Translated from Yiddish by Judie Goldstein

After the Balfour Declaration, Jewish youth throughout the world organized in pioneer movements and some of them, by a variety of means, made aliyah [immigrated to Israel].

The youth who remained behind were the mainstay of Zionist cultural and community life in the shtetl until its destruction.

Every Sabbath the representatives of all the parties gathered at the "Maccabee" [Zionist sports club] Union where they held their weekly meeting of KKL [Keren Kayemet l'Israel, the Jewish National Fund]. At the KKL meeting they run up against the left and fanatical orthodox circles.

To the Zionist consciousness a lot had carried the election to the Sejm [Polish parliament] and Senate, municipal government, Kultusgemeinde [Jewish Community Council] and as representatives to Zionist congresses.

Five parties participated in the congresses: General Zionist, Revisionist [militant Zionist group], Labor, HaShomer HaTsair and Mizrahi [Zionist party for observant Jews].

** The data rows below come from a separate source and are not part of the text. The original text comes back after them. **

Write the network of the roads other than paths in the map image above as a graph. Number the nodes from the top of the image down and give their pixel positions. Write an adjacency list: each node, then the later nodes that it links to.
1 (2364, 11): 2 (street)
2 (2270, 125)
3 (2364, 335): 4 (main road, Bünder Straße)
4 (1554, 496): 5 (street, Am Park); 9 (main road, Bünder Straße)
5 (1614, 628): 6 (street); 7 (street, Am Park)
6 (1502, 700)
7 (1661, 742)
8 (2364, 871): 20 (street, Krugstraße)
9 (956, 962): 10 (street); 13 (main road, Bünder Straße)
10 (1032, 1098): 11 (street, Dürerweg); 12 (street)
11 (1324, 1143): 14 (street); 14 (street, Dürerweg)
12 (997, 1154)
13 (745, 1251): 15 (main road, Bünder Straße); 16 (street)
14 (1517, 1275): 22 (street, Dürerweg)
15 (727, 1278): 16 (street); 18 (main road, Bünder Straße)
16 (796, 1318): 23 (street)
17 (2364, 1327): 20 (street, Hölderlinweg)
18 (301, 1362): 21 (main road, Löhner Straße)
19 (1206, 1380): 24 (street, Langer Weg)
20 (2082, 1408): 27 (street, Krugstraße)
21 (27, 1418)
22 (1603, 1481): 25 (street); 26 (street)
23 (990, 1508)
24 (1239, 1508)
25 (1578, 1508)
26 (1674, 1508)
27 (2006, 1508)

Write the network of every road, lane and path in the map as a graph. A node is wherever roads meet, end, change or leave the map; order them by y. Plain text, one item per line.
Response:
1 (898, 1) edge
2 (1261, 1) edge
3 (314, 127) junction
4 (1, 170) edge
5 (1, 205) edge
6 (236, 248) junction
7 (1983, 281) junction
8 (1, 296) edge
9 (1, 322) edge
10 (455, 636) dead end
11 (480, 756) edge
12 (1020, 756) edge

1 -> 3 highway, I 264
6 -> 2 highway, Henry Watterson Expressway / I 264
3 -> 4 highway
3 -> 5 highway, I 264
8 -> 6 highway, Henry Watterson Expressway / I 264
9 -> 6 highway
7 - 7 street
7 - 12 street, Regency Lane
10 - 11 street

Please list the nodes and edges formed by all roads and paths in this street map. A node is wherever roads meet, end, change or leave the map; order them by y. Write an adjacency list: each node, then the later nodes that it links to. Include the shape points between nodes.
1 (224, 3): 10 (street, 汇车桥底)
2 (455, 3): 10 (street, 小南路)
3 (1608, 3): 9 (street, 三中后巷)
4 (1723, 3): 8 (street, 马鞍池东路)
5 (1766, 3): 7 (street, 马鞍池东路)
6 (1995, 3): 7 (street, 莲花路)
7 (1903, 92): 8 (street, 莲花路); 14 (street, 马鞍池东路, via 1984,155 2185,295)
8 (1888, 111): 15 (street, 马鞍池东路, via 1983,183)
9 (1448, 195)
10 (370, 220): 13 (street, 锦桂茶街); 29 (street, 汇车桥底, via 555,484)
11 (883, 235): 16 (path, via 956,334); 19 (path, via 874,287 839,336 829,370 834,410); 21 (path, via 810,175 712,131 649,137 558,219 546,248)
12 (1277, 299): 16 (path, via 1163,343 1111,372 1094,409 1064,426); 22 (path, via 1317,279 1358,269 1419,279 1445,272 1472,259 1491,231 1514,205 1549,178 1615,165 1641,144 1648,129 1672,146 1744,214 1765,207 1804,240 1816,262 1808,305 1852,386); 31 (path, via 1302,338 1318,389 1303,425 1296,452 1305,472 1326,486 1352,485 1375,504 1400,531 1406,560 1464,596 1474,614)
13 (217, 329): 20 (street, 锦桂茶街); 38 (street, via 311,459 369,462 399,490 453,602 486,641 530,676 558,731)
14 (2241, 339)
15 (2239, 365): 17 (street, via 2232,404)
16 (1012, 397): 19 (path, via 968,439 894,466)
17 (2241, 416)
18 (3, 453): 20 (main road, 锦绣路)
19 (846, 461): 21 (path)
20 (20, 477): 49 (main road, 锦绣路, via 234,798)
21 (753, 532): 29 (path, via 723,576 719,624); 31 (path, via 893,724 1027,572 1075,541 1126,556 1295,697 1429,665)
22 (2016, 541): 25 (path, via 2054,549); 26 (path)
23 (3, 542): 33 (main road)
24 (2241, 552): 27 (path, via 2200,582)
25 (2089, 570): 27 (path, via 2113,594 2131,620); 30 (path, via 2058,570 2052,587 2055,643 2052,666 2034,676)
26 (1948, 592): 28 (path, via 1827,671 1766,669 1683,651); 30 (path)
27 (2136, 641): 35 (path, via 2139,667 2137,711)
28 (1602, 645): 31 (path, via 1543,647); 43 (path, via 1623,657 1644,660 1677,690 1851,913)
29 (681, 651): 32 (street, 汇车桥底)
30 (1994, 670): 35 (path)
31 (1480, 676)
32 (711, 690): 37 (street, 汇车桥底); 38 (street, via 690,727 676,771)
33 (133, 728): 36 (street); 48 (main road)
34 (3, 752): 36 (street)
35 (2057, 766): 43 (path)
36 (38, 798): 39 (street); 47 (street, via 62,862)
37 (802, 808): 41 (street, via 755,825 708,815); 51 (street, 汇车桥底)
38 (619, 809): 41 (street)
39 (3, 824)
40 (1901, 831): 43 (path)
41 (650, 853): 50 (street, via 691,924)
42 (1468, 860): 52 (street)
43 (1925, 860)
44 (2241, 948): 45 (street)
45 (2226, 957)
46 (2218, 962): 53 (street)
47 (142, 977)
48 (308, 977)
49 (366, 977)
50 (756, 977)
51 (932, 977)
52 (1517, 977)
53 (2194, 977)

Middle-class and working class young adults belonged to "Hitahdut"; [Labor Party]. The party worked on a wide scope in various fields. Those in the "Gordonia" organization were given help by the Labor Party so they could go to Hakhshara [Zionist agricultural training center] in the Bolekhov factories and work places or in other cities in Poland.

The activists in the "Hitadut" movement were Herschaut (Ortman's son-in-law) and Ben Tzion Rotenberg (Hirsch Mordchai Elendman's son-in-law). Thanks to their energy and enthusiasm for the party and Zionism in general, they were delegates at various institutions. They left their mark on every public effort.

The Revisionist ranks were organized as follows: adults in "Hatza'r", the young workers and students in "Massadah". The youngest were sent to "Betar". Thanks to comrade D. Rapaport (Eli Weitzner's son-in-law) the movement grew. They had interesting programs and summer camps that were also used for military exercises (along the model of P. W.).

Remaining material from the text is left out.